我想对整数上的两个函数进行良好的可视化。有没有办法写出类似这样的代码:
我想过使用 tikz,但不知道如何使用。
答案1
不需要 TikZ :-)
\documentclass[10pt]{article}
\usepackage{mathtools}
\usepackage{array}
\newcommand\UpArr[1][\sigma]{%
\begin{matrix}
\rlap{\hspace{0.6em}%
\raisebox{-.6\height}{$\mathclap{\downarrow}$}\rule[0.6ex]{3.05em}{0.4pt}\raisebox{-.6\height}{$\mathclap{\downarrow}$}}%
\end{matrix}%
\rlap{\raisebox{1.5ex}{\makebox[4.2em][c]{$#1$}}}%
}
\newcommand\DownArr[1][\tau]{%
\begin{matrix}
\rlap{\hspace{0.6em}%
\raisebox{\depth}{$\mathclap{\uparrow}$}\rule{3.05em}{0.4pt}\raisebox{\depth}{$\mathclap{\uparrow}$}}%
\end{matrix}%
\rlap{\raisebox{-2ex}{\makebox[4.2em][c]{$#1$}}}%
}
\begin{document}
\[
\begin{array}{c*{11}{>{$\hfil}p{2em}<{\hfil$}}c}
& & \UpArr & & \UpArr & & \UpArr & & \UpArr & & \UpArr \\
\cdots & -5 & -4 & -3 & -2 & -1 & \phantom{-}0 & \phantom{-}1 & \phantom{-}2 & \phantom{-}3 & \phantom{-}4 & \phantom{-}5 & \cdots \\
& \DownArr & & \DownArr & & \DownArr & & \DownArr & & \DownArr \\
\end{array}
\]
\end{document}
答案2
另外一个选择
\documentclass[tikz]{standalone}%
\begin{document}
\begin{tikzpicture}
% the loop runs over the to-be-displayed items
% \x : Holds the text
% \xi : Counts the number of spins (starting from 1)

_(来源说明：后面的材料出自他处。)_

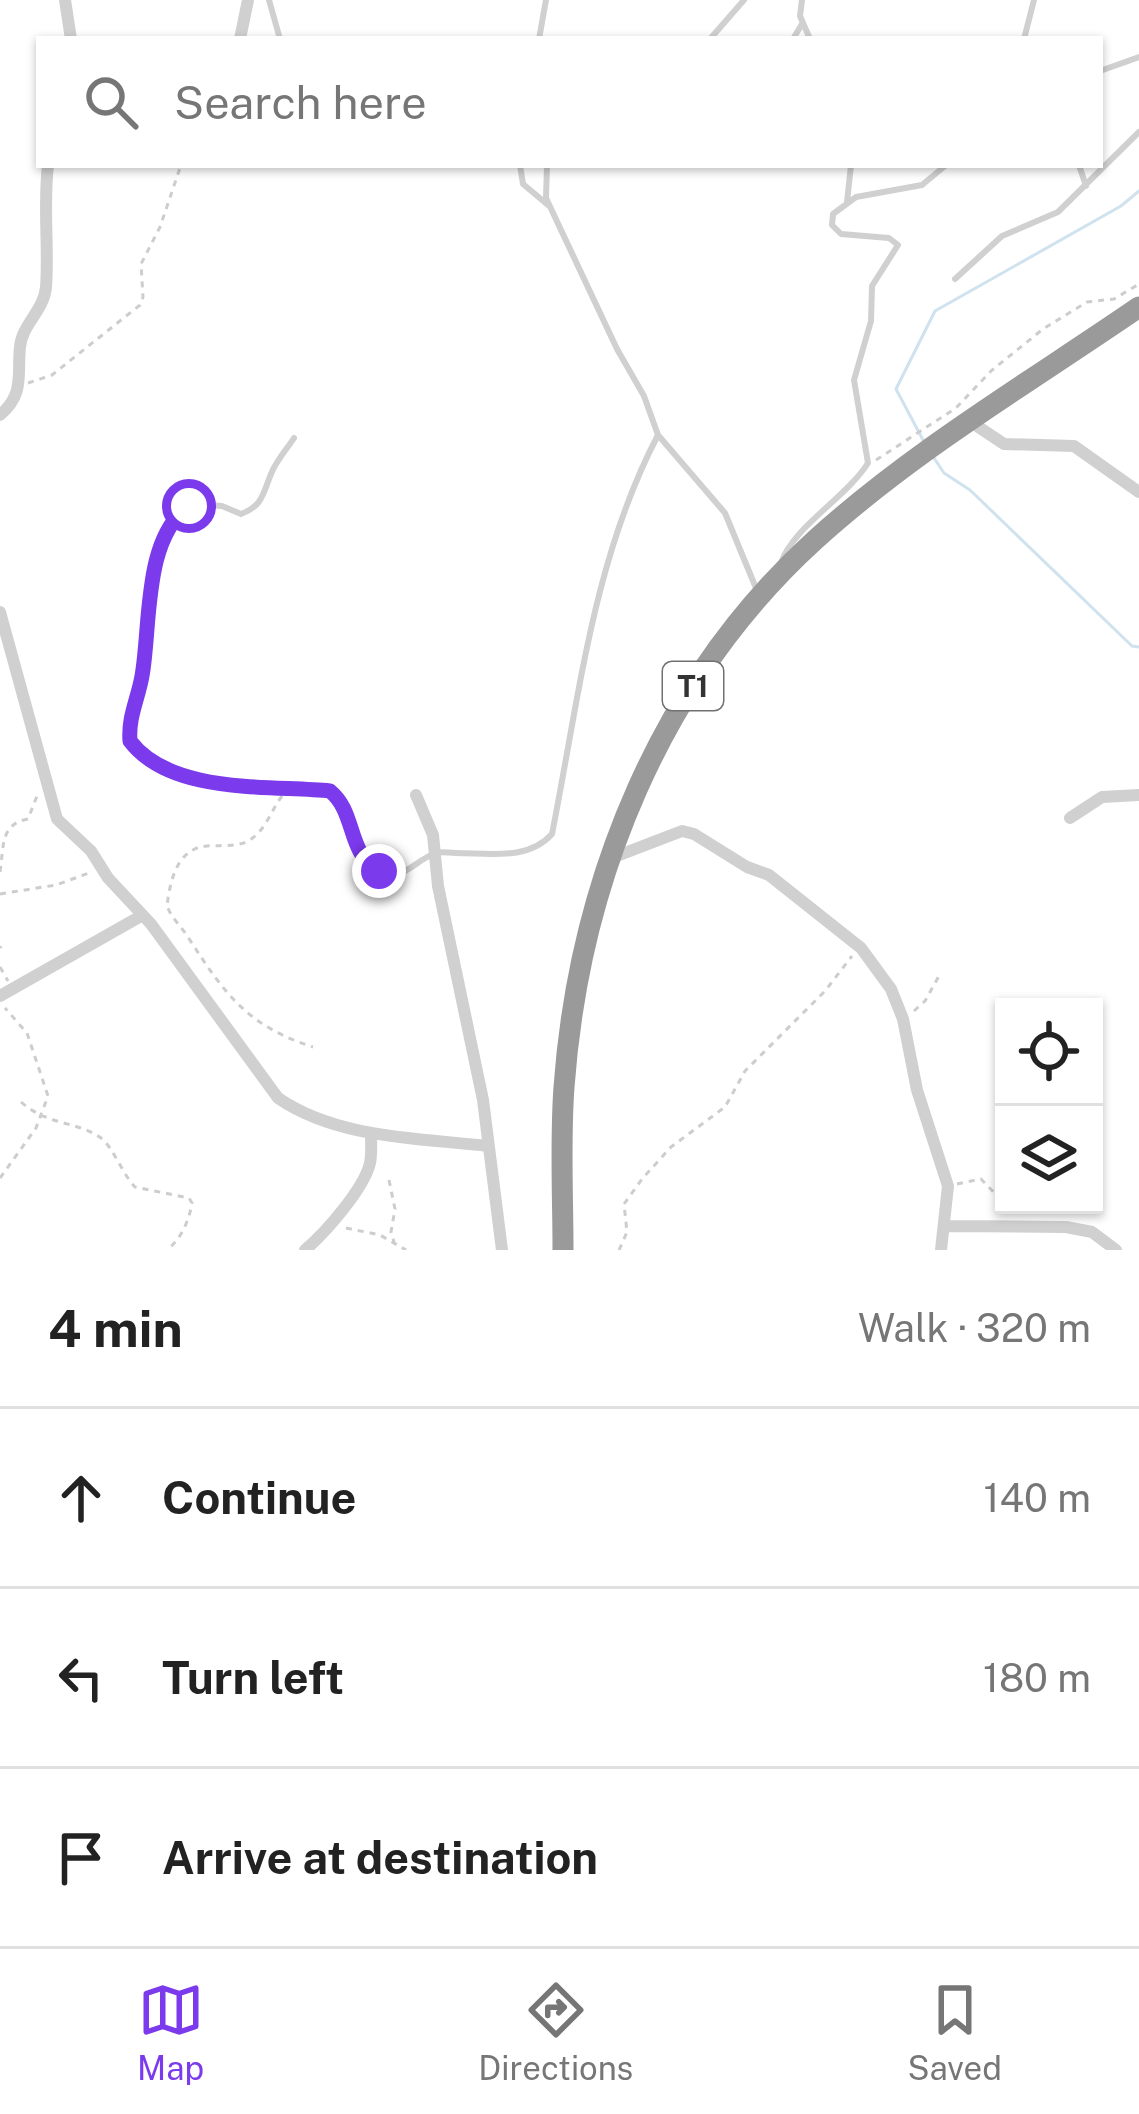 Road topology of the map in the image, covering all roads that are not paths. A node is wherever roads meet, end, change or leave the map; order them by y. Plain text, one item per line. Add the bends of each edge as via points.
1 (65, 0) edge
2 (248, 0) edge
3 (268, 0) edge
4 (546, 0) edge
5 (744, 0) edge
6 (802, 0) edge
7 (1034, 0) edge
8 (802, 24) junction
9 (71, 36) edge
10 (241, 36) edge
11 (279, 36) edge
12 (540, 36) edge
13 (713, 36) edge
14 (795, 36) edge
15 (808, 36) edge
16 (1025, 36) edge
17 (1139, 57) edge
18 (1103, 69) edge
19 (1139, 132) edge
20 (1103, 166) edge
21 (48, 168) edge
22 (520, 168) edge
23 (548, 168) edge
24 (851, 168) edge
25 (942, 168) edge
26 (1080, 168) edge
27 (1102, 168) edge
28 (1086, 186) junction
29 (847, 202) junction
30 (550, 207) junction
31 (955, 280) dead end
32 (1139, 308) edge
33 (0, 415) edge
34 (971, 422) junction
35 (658, 435) junction
36 (294, 438) dead end
37 (1139, 492) edge
38 (782, 572) junction
39 (759, 596) junction
40 (0, 612) edge
41 (1137, 794) edge
42 (416, 795) dead end
43 (1070, 818) dead end
44 (436, 853) junction
45 (609, 859) junction
46 (141, 916) junction
47 (0, 1000) edge
48 (371, 1133) junction
49 (488, 1146) junction
50 (946, 1226) junction
51 (305, 1250) edge
52 (502, 1250) edge
53 (563, 1250) edge
54 (941, 1250) edge
55 (1116, 1250) edge

1 - 9 street
2 - 10 street
3 - 11 lane
4 - 12 lane
5 - 13 lane
6 - 8 lane
7 - 16 lane
8 - 14 lane
8 - 15 lane
17 - 18 lane
19 - 20 lane
21 - 33 street via 46,289 22,335 21,385
22 - 30 lane via 523,184
23 - 30 lane
24 - 29 lane
25 - 29 lane via 922,185
26 - 28 lane
27 - 28 lane
28 - 31 lane via 1058,212 1002,236
29 - 38 lane via 831,220 836,231 898,244 872,286 854,380 868,464 786,548
30 - 35 lane
32 - 34 highway, T1
34 - 37 street via 1004,444 1074,446
34 - 38 highway, T1 via 867,495
35 - 39 lane via 725,513
35 - 44 lane via 600,583 552,834 540,848 519,853
36 - 44 lane via 254,508 242,514 197,504 172,521 153,582 130,741 168,768 246,788 330,791 361,857 379,871 413,869
38 - 39 highway, T1
39 - 45 highway, T1 via 701,672 645,767
40 - 46 street via 56,819
41 - 43 street via 1102,796
42 - 44 street
44 - 49 street
45 - 50 street via 682,831 694,834 769,874 861,948 903,1019 948,1186
45 - 53 highway, T1 via 584,954 564,1086
46 - 47 street
46 - 48 street via 278,1098
48 - 49 street
48 - 51 street via 366,1174
49 - 52 street
50 - 54 street
50 - 55 street via 1066,1227 1092,1232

% \xj : Holds the previous spin number
\foreach \x[count=\xi,evaluate=\x as \xj using {int(\xi-1)}] in {\dots,-5,-4,...,5,\dots}{
% Place a node with the name (n-<spin no>) and with the text in mathmode.
\node (n-\xi) at (0.8*\xi,0) {$\scriptstyle\x$};
% We want to draw backwards so we need to start from -4 which is the third node
% Test if we have passed the initial ... and -5
\ifnum\xi>2\relax % Without \relax TeX keeps on parsing numbers
\ifnum\xi<12\relax% until it encounters something that doesn't look like a number
% it's not necessary here (\ifnum) is one of those things and a
% comment is too small to explain it :P Please search main site for it
% Now we alternate up and down. This alternating can be smaller, say, only the "above"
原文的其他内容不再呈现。